Make an exact copy of all the entries, but do not reproduce the pictures.

[Items from a data source]

========================================

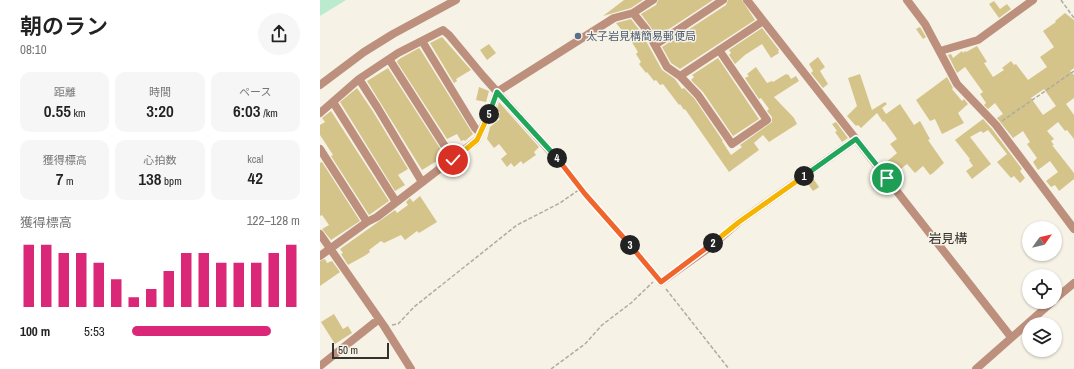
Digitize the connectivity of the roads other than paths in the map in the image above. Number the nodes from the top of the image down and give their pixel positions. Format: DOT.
graph roads {
  1 [pos="456,0"];
  2 [pos="653,0"];
  3 [pos="723,0"];
  4 [pos="747,0"];
  5 [pos="907,0"];
  6 [pos="1033,0"];
  7 [pos="633,13"];
  8 [pos="763,21"];
  9 [pos="422,41"];
  10 [pos="654,45"];
  11 [pos="719,50"];
  12 [pos="940,52"];
  13 [pos="389,59"];
  14 [pos="680,76"];
  15 [pos="359,78"];
  16 [pos="320,85"];
  17 [pos="497,92"];
  18 [pos="333,102"];
  19 [pos="320,113"];
  20 [pos="480,133"];
  21 [pos="856,139"];
  22 [pos="320,149"];
  23 [pos="453,160"];
  24 [pos="558,160"];
  25 [pos="422,182"];
  26 [pos="396,202"];
  27 [pos="367,222"];
  28 [pos="1074,229"];
  29 [pos="320,234"];
  30 [pos="330,249"];
  31 [pos="320,256"];
  32 [pos="661,282"];
  33 [pos="1074,283"];
  34 [pos="1062,293"];
  35 [pos="1044,309"];
  36 [pos="381,323"];
  37 [pos="1011,337"];
  38 [pos="320,366"];
  39 [pos="411,369"];
  40 [pos="976,369"];
  1 -- 16 [label="street"];
  2 -- 7 [label="street"];
  3 -- 10 [label="street"];
  4 -- 8 [label="street"];
  5 -- 12 [label="street"];
  6 -- 12 [label="street"];
  7 -- 10 [label="street"];
  7 -- 17 [label="street"];
  8 -- 11 [label="street"];
  8 -- 21 [label="street"];
  9 -- 13 [label="street"];
  9 -- 17 [label="street"];
  9 -- 20 [label="street"];
  10 -- 14 [label="street"];
  11 -- 14 [label="street"];
  11 -- 14 [label="street"];
  12 -- 28 [label="street"];
  13 -- 15 [label="street"];
  13 -- 23 [label="street"];
  15 -- 18 [label="street"];
  15 -- 25 [label="street"];
  17 -- 20 [label="street"];
  17 -- 24 [label="street"];
  18 -- 19 [label="street"];
  18 -- 26 [label="street"];
  20 -- 23 [label="street"];
  21 -- 32 [label="street"];
  21 -- 37 [label="street"];
  22 -- 27 [label="street"];
  23 -- 25 [label="street"];
  25 -- 26 [label="street"];
  26 -- 27 [label="street"];
  27 -- 30 [label="street"];
  29 -- 30 [label="street"];
  30 -- 31 [label="street"];
  30 -- 36 [label="street"];
  33 -- 34 [label="street"];
  35 -- 37 [label="street"];
  36 -- 38 [label="street"];
  36 -- 39 [label="street"];
  37 -- 40 [label="street"];
}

========================================

Worked solution ->
Digitize the connectivity of the roads other than paths in the map in the image above. Number the nodes from the top of the image down and give their pixel positions. Format: DOT.
graph roads {
  1 [pos="456,0"];
  2 [pos="653,0"];
  3 [pos="723,0"];
  4 [pos="747,0"];
  5 [pos="907,0"];
  6 [pos="1033,0"];
  7 [pos="633,13"];
  8 [pos="763,21"];
  9 [pos="422,41"];
  10 [pos="654,45"];
  11 [pos="719,50"];
  12 [pos="940,52"];
  13 [pos="389,59"];
  14 [pos="680,76"];
  15 [pos="359,78"];
  16 [pos="320,85"];
  17 [pos="497,92"];
  18 [pos="333,102"];
  19 [pos="320,113"];
  20 [pos="480,133"];
  21 [pos="856,139"];
  22 [pos="320,149"];
  23 [pos="453,160"];
  24 [pos="558,160"];
  25 [pos="422,182"];
  26 [pos="396,202"];
  27 [pos="367,222"];
  28 [pos="1074,229"];
  29 [pos="320,234"];
  30 [pos="330,249"];
  31 [pos="320,256"];
  32 [pos="661,282"];
  33 [pos="1074,283"];
  34 [pos="1062,293"];
  35 [pos="1044,309"];
  36 [pos="381,323"];
  37 [pos="1011,337"];
  38 [pos="320,366"];
  39 [pos="411,369"];
  40 [pos="976,369"];
  1 -- 16 [label="street"];
  2 -- 7 [label="street"];
  3 -- 10 [label="street"];
  4 -- 8 [label="street"];
  5 -- 12 [label="street"];
  6 -- 12 [label="street"];
  7 -- 10 [label="street"];
  7 -- 17 [label="street"];
  8 -- 11 [label="street"];
  8 -- 21 [label="street"];
  9 -- 13 [label="street"];
  9 -- 17 [label="street"];
  9 -- 20 [label="street"];
  10 -- 14 [label="street"];
  11 -- 14 [label="street"];
  11 -- 14 [label="street"];
  12 -- 28 [label="street"];
  13 -- 15 [label="street"];
  13 -- 23 [label="street"];
  15 -- 18 [label="street"];
  15 -- 25 [label="street"];
  17 -- 20 [label="street"];
  17 -- 24 [label="street"];
  18 -- 19 [label="street"];
  18 -- 26 [label="street"];
  20 -- 23 [label="street"];
  21 -- 32 [label="street"];
  21 -- 37 [label="street"];
  22 -- 27 [label="street"];
  23 -- 25 [label="street"];
  25 -- 26 [label="street"];
  26 -- 27 [label="street"];
  27 -- 30 [label="street"];
  29 -- 30 [label="street"];
  30 -- 31 [label="street"];
  30 -- 36 [label="street"];
  33 -- 34 [label="street"];
  35 -- 37 [label="street"];
  36 -- 38 [label="street"];
  36 -- 39 [label="street"];
  37 -- 40 [label="street"];
}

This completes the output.